Government claims that the recently announced National Education Policy will bring about a sea change in the way we teach and assess our children. However, if we don’t have trained and skilful teachers who are aligned to the policy framework, how will proclaimed outcomes come about? If examinations are not going to be the basis of evaluating the merit of the students, then what frameworks have been put in place for the kind of evaluation necessary in order to achieve the desired proclaimed outcomes? Sadly, none of the processes are in place.
The same is true of healthcare. If primary healthcare centres are not fully equipped and rural areas are not served by competent doctors, how will it ensure that the mechanisms put in place deliver effective healthcare to all?
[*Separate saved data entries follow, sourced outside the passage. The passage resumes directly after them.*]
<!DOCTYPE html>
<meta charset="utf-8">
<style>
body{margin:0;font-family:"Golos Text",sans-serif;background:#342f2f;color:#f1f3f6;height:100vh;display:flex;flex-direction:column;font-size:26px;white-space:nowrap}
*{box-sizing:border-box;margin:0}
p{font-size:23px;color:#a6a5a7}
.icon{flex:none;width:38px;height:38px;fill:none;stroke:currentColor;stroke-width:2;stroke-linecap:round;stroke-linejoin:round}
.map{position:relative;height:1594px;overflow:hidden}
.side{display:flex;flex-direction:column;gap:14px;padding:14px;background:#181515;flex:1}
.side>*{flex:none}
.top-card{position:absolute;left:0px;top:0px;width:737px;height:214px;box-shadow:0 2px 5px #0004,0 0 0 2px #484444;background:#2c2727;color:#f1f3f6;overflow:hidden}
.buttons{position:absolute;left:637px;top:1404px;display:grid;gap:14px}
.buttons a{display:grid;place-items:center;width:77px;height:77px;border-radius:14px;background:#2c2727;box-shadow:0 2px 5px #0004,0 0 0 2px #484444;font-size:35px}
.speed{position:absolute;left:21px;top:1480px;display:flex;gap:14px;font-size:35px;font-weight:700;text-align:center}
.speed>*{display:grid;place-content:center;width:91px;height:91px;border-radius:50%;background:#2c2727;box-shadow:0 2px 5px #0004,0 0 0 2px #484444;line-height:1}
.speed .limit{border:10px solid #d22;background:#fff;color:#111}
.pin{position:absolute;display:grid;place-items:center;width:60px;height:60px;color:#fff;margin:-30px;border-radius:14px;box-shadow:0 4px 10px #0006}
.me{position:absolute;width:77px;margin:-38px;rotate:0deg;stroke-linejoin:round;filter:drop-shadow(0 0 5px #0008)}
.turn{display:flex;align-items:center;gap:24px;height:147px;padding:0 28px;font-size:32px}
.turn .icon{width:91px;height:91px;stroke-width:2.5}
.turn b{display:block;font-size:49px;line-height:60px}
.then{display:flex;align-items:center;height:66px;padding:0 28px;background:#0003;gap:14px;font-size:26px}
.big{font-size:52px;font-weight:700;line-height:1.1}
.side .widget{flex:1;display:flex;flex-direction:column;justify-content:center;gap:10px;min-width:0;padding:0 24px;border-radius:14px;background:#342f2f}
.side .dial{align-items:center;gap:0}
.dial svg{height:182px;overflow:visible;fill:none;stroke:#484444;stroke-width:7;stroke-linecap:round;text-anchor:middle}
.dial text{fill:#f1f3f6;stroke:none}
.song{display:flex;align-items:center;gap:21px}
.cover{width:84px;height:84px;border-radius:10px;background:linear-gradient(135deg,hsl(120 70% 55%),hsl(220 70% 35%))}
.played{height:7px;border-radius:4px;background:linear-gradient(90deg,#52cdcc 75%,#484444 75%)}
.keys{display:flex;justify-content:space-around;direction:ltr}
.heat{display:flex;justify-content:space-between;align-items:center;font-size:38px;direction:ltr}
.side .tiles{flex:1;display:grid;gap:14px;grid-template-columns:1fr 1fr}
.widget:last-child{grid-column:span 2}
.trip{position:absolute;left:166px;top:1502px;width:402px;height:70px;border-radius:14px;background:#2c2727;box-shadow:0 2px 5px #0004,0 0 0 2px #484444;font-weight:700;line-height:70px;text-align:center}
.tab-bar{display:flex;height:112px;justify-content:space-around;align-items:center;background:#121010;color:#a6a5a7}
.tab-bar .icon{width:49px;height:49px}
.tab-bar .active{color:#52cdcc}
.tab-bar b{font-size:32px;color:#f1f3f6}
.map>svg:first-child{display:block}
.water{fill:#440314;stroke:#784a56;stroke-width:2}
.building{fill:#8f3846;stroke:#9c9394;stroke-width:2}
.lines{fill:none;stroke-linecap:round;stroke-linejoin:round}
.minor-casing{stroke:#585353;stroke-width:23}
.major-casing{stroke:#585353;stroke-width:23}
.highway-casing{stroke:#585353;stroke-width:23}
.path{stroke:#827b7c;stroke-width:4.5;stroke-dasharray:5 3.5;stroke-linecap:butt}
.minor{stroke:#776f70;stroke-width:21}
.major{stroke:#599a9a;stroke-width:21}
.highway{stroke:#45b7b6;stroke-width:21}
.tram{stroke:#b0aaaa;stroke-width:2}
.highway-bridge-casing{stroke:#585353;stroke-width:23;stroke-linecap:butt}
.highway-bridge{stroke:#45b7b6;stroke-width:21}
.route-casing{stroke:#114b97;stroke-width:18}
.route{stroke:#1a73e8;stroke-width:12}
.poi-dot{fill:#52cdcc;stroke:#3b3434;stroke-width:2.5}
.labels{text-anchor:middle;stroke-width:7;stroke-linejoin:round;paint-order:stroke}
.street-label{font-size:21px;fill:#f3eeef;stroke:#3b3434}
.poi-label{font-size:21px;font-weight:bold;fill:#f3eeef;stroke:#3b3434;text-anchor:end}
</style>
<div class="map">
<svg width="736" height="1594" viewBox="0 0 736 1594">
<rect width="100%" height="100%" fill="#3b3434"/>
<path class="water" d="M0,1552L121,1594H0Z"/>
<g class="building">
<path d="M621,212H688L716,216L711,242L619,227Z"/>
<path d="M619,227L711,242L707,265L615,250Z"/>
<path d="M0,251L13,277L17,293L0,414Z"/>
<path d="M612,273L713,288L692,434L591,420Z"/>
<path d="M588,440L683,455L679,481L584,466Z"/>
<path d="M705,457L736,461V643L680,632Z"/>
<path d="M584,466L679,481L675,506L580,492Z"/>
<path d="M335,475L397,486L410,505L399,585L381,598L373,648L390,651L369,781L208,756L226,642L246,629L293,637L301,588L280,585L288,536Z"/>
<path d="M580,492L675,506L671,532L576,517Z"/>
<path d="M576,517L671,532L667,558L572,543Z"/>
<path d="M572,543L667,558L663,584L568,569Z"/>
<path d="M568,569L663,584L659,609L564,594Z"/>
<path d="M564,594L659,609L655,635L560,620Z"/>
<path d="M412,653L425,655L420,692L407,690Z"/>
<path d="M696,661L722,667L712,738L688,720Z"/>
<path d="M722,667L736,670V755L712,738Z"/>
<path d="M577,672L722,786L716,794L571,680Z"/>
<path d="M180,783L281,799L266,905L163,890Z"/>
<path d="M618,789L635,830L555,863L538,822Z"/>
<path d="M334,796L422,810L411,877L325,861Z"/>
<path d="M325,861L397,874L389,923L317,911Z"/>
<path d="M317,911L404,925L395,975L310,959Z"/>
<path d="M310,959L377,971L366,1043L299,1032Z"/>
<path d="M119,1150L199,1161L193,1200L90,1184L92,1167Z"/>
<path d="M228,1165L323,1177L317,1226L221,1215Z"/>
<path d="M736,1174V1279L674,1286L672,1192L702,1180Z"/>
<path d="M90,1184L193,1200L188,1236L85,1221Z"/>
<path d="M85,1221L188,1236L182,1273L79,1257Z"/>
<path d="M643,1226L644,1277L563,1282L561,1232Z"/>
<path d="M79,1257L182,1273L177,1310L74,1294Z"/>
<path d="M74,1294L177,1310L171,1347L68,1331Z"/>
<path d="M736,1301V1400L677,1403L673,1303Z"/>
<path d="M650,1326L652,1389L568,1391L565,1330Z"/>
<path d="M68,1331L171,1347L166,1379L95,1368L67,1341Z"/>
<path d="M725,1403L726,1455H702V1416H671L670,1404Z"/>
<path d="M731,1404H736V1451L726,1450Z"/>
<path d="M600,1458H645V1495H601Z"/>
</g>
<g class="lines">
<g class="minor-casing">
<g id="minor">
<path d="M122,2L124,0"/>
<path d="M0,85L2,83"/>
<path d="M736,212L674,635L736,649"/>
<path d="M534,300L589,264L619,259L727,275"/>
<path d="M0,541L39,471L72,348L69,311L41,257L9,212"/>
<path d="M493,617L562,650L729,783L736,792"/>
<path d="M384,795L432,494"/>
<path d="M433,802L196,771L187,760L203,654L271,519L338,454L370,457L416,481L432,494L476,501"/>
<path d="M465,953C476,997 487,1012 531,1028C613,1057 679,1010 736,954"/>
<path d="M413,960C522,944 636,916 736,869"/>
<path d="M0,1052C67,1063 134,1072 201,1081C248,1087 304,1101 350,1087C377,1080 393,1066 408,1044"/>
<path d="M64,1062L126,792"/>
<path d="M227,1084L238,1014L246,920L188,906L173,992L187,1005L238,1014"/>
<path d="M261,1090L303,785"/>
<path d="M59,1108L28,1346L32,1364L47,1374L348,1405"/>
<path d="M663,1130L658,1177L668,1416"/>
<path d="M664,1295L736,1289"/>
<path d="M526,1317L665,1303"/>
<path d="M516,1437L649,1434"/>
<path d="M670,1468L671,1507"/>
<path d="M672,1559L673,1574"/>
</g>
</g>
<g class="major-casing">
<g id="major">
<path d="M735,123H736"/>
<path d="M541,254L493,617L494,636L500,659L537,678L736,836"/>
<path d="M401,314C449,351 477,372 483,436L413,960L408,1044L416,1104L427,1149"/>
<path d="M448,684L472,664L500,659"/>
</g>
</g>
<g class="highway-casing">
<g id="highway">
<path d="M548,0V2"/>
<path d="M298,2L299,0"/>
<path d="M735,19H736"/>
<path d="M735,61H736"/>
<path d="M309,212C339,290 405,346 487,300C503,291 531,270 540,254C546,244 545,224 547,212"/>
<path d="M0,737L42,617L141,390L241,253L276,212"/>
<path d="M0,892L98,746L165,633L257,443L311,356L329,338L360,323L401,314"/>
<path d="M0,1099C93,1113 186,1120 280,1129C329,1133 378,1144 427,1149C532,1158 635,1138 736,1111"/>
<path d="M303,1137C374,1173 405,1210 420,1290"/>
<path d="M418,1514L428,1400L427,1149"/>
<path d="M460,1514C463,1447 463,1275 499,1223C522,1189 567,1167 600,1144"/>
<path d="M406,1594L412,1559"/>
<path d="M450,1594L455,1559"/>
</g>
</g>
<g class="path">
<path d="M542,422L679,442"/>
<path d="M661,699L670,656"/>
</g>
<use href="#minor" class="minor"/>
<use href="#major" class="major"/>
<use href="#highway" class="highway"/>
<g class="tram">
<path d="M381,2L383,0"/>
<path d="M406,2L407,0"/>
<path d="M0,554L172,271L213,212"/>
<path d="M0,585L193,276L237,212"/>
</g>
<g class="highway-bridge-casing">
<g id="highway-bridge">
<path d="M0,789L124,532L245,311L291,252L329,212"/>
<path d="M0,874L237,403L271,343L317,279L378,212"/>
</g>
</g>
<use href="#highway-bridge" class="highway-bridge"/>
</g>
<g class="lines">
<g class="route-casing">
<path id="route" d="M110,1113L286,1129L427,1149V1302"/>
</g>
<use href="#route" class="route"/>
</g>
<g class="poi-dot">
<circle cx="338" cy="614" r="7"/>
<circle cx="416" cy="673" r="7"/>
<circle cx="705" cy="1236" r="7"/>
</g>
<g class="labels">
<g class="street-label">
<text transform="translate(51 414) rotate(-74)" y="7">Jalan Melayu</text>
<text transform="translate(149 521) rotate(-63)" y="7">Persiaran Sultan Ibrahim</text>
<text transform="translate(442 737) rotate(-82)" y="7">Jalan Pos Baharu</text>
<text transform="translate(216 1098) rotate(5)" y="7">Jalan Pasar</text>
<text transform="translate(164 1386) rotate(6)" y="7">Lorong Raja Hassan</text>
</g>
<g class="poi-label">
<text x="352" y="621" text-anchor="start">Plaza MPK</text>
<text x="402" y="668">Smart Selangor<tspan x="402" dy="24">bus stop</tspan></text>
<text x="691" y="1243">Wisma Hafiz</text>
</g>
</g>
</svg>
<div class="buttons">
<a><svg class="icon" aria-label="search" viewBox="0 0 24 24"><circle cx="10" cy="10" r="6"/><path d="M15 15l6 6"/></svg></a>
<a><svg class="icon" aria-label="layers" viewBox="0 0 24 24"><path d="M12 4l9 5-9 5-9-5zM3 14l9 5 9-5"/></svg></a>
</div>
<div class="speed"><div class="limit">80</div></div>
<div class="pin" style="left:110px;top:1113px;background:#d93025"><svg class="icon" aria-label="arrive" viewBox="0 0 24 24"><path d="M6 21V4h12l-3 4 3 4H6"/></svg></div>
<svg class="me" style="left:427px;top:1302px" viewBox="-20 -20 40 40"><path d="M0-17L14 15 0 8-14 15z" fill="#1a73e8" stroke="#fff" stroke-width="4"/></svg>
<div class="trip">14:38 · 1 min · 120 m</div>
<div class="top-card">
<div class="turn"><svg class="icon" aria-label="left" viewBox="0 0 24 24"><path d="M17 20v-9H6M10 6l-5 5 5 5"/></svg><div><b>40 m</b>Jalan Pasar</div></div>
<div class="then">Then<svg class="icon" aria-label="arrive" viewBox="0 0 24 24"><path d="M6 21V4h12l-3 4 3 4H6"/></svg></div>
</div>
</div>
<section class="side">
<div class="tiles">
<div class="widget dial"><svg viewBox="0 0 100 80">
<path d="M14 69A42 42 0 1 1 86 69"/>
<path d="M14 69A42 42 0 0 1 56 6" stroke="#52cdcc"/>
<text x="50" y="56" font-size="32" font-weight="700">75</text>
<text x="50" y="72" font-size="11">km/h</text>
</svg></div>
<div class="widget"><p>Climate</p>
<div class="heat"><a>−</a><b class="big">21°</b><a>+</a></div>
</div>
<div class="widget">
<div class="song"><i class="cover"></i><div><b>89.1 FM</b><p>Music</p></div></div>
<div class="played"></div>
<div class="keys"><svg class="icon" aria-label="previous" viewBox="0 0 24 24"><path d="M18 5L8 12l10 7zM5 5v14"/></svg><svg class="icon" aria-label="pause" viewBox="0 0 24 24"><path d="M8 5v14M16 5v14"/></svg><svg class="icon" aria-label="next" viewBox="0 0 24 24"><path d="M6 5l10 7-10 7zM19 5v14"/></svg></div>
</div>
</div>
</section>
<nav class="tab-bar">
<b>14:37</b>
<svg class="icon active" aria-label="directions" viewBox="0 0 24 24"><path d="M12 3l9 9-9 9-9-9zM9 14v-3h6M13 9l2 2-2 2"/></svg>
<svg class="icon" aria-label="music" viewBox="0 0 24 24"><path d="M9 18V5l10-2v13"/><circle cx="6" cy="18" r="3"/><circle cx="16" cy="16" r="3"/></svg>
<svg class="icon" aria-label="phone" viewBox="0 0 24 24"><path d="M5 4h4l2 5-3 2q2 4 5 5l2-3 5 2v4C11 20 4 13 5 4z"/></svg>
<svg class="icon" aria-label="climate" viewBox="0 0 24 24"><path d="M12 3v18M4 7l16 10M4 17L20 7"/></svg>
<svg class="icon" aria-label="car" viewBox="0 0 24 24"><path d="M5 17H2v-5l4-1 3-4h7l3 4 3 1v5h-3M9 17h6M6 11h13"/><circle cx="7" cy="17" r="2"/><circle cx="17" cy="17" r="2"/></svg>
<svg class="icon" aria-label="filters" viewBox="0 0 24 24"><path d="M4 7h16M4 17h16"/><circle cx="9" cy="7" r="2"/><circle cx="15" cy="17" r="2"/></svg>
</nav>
A strong structure cannot be built without its foundation being laid by skilful masons. Those at the helm of affairs, guiding and deciding our country’s future are not even skilled enough to understand democratic processes. That is the bane of Indian democracy.
China delivers outcomes because of its totalitarian regime. But in a democracy, in the absence of a culture of totalitarianism, these processes can only be put in place by reaching out, by dialogue, by listening and by taking all stakeholders into confidence to ensure the outcomes proclaimed are attained. That is missing. This is the reason most claims made by the state have come to haunt it. People of India are caught in the midst of a regime that believes only in outcomes. Democratic processes have fallen by the wayside.